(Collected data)

--- START ---

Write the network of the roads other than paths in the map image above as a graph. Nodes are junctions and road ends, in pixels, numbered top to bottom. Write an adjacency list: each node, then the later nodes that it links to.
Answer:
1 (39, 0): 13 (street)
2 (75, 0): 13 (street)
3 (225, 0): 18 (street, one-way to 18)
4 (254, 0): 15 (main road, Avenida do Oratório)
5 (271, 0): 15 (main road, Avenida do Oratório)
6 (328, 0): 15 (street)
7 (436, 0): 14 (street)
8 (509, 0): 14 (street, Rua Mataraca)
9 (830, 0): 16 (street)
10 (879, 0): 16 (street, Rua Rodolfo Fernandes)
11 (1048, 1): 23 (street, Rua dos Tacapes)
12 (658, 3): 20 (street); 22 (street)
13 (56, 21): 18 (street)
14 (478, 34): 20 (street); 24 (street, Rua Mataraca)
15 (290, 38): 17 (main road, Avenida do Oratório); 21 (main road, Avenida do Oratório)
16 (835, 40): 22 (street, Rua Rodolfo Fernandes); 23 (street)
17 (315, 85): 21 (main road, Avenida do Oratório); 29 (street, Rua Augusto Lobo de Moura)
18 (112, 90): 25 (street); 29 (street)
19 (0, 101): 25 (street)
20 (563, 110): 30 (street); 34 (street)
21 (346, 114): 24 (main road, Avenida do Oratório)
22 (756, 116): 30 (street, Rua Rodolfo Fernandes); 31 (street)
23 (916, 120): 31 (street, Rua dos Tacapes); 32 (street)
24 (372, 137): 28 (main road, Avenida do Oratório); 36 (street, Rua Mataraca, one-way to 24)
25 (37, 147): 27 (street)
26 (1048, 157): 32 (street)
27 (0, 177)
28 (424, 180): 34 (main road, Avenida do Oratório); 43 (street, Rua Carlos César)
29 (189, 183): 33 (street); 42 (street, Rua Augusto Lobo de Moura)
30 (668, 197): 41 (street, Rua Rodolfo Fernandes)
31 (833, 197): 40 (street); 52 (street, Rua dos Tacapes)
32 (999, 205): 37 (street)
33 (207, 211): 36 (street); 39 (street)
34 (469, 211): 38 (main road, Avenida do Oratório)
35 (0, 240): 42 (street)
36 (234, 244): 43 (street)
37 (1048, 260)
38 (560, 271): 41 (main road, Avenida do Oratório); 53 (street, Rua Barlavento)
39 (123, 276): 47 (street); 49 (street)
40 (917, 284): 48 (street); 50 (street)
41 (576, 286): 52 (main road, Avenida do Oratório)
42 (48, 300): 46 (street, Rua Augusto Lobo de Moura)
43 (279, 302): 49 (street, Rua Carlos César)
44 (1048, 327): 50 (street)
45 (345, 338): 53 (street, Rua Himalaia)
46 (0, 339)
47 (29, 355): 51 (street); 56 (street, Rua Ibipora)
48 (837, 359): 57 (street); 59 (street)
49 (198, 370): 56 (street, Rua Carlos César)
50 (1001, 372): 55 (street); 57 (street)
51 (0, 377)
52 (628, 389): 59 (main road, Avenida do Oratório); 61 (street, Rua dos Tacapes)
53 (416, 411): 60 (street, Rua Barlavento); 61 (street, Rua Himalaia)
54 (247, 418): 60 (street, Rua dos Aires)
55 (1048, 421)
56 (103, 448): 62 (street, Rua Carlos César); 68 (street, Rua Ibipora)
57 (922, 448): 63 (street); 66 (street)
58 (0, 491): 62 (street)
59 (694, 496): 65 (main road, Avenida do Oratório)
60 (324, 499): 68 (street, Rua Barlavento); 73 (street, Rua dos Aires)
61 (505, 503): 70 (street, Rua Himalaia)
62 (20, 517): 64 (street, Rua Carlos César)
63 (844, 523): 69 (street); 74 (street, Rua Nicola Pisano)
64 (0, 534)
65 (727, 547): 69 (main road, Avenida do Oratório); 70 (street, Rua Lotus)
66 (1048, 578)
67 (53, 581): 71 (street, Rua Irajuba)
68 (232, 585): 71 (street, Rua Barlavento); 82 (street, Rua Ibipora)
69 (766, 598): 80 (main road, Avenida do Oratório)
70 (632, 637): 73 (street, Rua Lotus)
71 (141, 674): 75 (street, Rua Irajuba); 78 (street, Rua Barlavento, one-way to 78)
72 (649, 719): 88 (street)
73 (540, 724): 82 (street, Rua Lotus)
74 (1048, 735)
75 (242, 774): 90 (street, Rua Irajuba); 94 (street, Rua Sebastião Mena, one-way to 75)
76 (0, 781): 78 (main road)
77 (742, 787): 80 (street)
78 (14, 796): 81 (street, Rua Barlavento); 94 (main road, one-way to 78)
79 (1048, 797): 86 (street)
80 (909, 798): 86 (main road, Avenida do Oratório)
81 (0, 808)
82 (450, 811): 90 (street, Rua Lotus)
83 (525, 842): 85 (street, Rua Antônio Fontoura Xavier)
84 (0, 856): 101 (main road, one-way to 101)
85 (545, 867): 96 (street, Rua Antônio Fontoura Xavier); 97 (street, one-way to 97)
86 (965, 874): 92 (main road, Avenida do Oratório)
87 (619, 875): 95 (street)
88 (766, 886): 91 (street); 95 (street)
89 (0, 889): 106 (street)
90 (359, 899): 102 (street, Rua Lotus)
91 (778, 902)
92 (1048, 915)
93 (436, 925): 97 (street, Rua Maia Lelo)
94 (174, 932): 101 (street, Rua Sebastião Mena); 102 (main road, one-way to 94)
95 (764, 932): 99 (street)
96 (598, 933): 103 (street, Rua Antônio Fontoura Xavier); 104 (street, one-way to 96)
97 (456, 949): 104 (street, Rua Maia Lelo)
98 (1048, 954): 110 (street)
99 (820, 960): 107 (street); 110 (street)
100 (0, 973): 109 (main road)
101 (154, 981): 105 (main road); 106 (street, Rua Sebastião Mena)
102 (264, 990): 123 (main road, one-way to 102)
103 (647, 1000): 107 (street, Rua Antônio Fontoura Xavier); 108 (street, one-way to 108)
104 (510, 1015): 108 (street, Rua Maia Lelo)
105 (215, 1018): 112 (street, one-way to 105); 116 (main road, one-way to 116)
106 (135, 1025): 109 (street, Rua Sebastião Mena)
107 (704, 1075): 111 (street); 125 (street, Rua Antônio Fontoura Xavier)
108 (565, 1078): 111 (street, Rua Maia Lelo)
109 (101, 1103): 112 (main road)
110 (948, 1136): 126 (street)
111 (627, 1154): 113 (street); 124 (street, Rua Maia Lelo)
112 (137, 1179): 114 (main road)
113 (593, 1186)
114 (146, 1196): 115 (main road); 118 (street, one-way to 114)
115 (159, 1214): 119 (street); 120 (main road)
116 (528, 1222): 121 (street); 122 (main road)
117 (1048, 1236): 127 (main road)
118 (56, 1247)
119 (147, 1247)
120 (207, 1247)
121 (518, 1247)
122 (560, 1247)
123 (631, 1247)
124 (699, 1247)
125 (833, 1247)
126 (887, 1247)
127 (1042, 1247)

--- END ---

EXERCISE: A single number is expected: how many lines in the records contain the string "Tacapes".

EXPECTED ANSWER: 4